Until this week, all of the recursive CTE posts I had read
used an employee hierarchy example. Then my colleague pointed me to the best
technical blog post I have ever read where Brad Schulz uses a sales running
total example in his blog post entitled, “This Article On Recursion Is Entitled “This Article On Recursion Is Entitled “This Article… ∞” ” Even if you are not interested
in SQL you should check out this article for the great story, writing style,
examples or recursion, and links to Wikipedia pages about things like fractals
and mobius strips.
My blog post is about using a recursive CTE in SQL Server
for part of the logic in the Center for Disease Control’s (CDC) Ventilator Associated Event (VAE) Protocol.
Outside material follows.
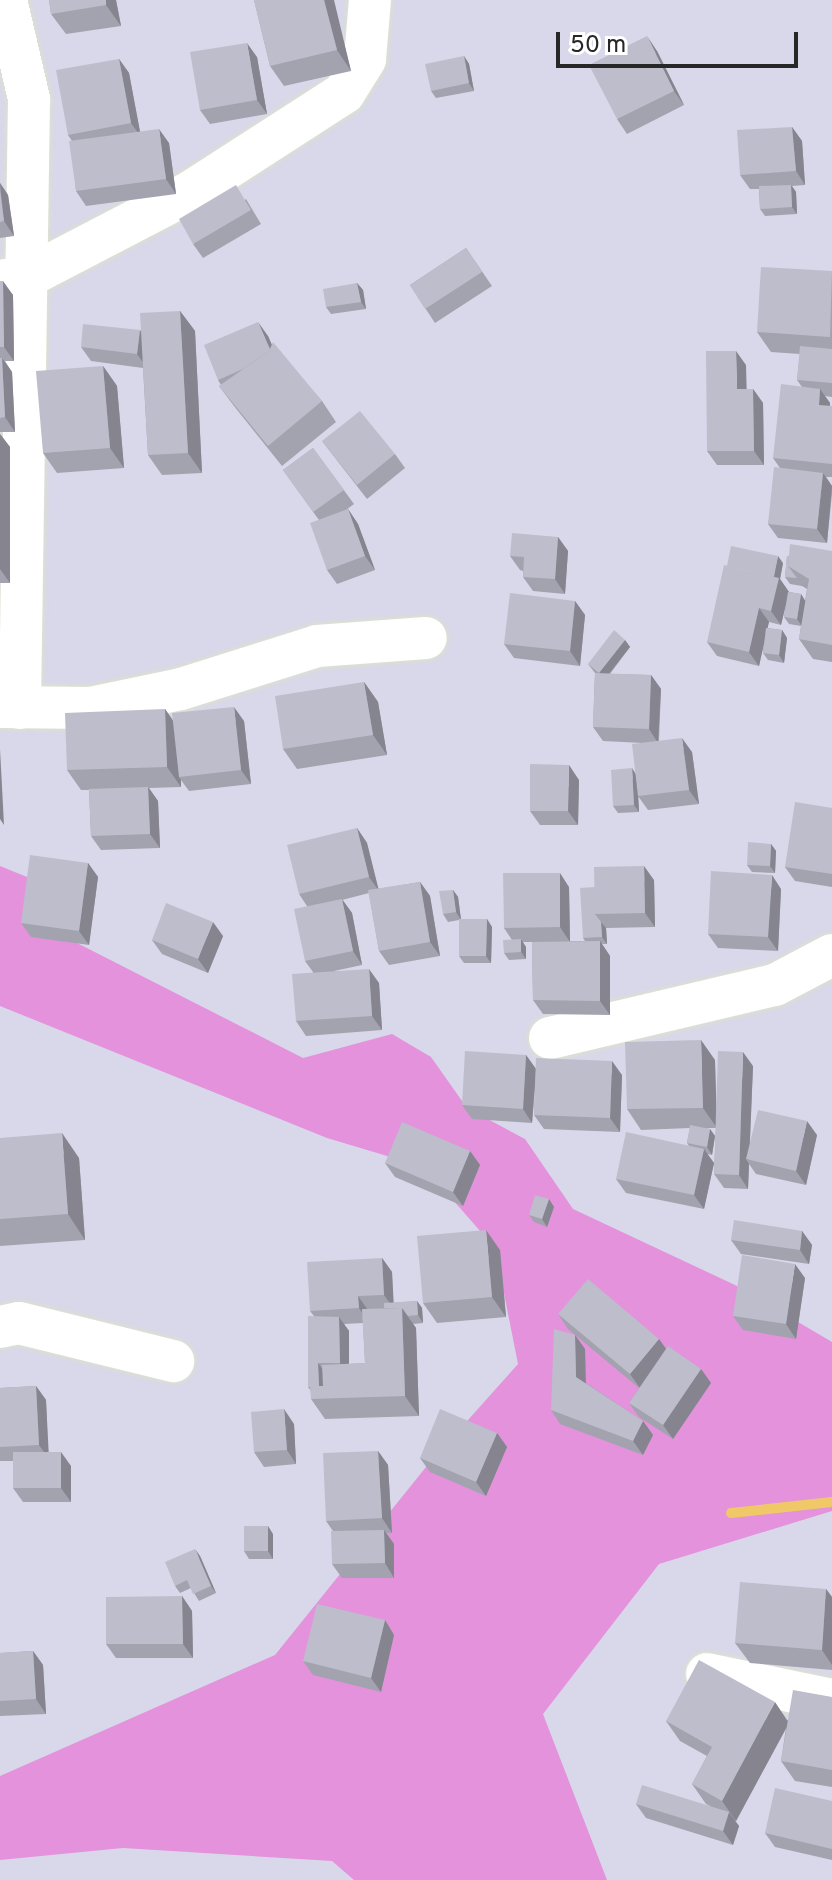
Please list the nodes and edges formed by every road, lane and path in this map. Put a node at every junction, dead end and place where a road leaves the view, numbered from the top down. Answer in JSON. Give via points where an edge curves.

Imagine you have a temp table called #vent_days where each row
represents a patient and a day that they were on a mechanical ventilator. You
have already identified which vent days meet the criteria for a VAE day of
event except you haven’t yet taken into account the rule: when a VAE day of
event occurs, another VAE day of event cannot occur for 14 days. You have
filtered the temp table down to just those patient visits that have a VAE. Your temp table
has the columns represented by the following SELECT statement.
SELECT
patient_visit_id
, vent_day_date /*date of mechanical ventilation*/
, vent_day /*the number of days a patient is on a mechanical ventilator as of the vent_day_date*/
, pos_VAE_doe_flg /*possible VAE day of event flag. 1 indicates that this day meets the
criteria for a VAE day of event except the rule that a VAE day of event may not occur until 14 days after a previous VAE day of event*/
, pos_VAE_doe_order /*only populated where pos_VAE_doe_flg is 1. The ordered number of possible VAE days of event per patient visit.*/
FROM
#vent_days
Below is how you can use a recursive CTE to complete the
logic by fulfilling the criteria that a VAE day of event must not occur until
14 days have passed since a previous VAE day of event.
;
WITH VAE_doe (patient_visit_id, vent_day_date, vent_day, pos_VAE_doe_order, prev_doe, doe_flg)
AS (
/* the anchor query is the first possible VAE day of event for each patient visit. doe_flag is set to 1 because it will always be an actual day of event.*/
SELECT
v.patient_visit_id
, v.vent_day_date
, v.vent_day
, v.pos_VAE_doe_order
, 0 AS prev_doe
, 1 AS doe_flag
FROM
#vent_days AS v
WHERE
v.pos_VAE_doe_order = 1
AND v.pos_VAE_doe_flg = 1
UNION ALL
/* second query recurses across the anchor query*/
SELECT
v.patient_visit_id
, v.vent_day_date
, v.vent_day
, v.pos_VAE_doe_order
/* when the previous VAE date of event occurs less than 14 days early
then do not change prev_doe, otherwise set prev_doe equal to vent_day
and assign a 1 to doe_flag. */
, CASE WHEN v.vent_day - VAE_doe.doe_vent_day >= 14
THEN VAE_doe.vent_day ELSE VAE_doe.prev_doe END AS prev_doe
, CASE WHEN v.vent_day - VAE_doe.doe_vent_day >= 14
THEN 1 ELSE 0 END AS doe_flag
FROM
#vent_days AS v
INNER JOIN
VAE_doe
ON v.patient_visit_id = VAE_doe.patient_visit_id
AND v.pos_VAE_doe_order = VAE_doe.pos_VAE_doe_order + 1 /*for each visit recurse by order of possible VAE days of envet*/
WHERE
v.pos_VAE_doe_flg = 1
)
SELECT
v.patient_visit_id
, v.vent_day_date
, v.vent_day
, COALESCE(VAE_doe.doe_flg,0) AS doe_flg
FROM
#vent_days AS v
LEFT OUTER JOIN
VAE_doe
ON v.patient_visit_id = VAE_doe.patient_visit_id
AND v.vent_day = VAE_doe.vent_day
ORDER BY
v.patient_visit_id
, v.vent_day
OPTION(MAXRECURSION 25)
;
If I had read Brad Schulz’s post before coming up with this I
would have used a WHILE loop. Recursive CTEs do not use set-based processing but process everything row-by-row using a Stack Spool. I don’t know if I will ever use a recursive CTE
again.
Besides a possible argument for convenience, does a
legitimate reason for using a recursive CTE in SQL Server exist?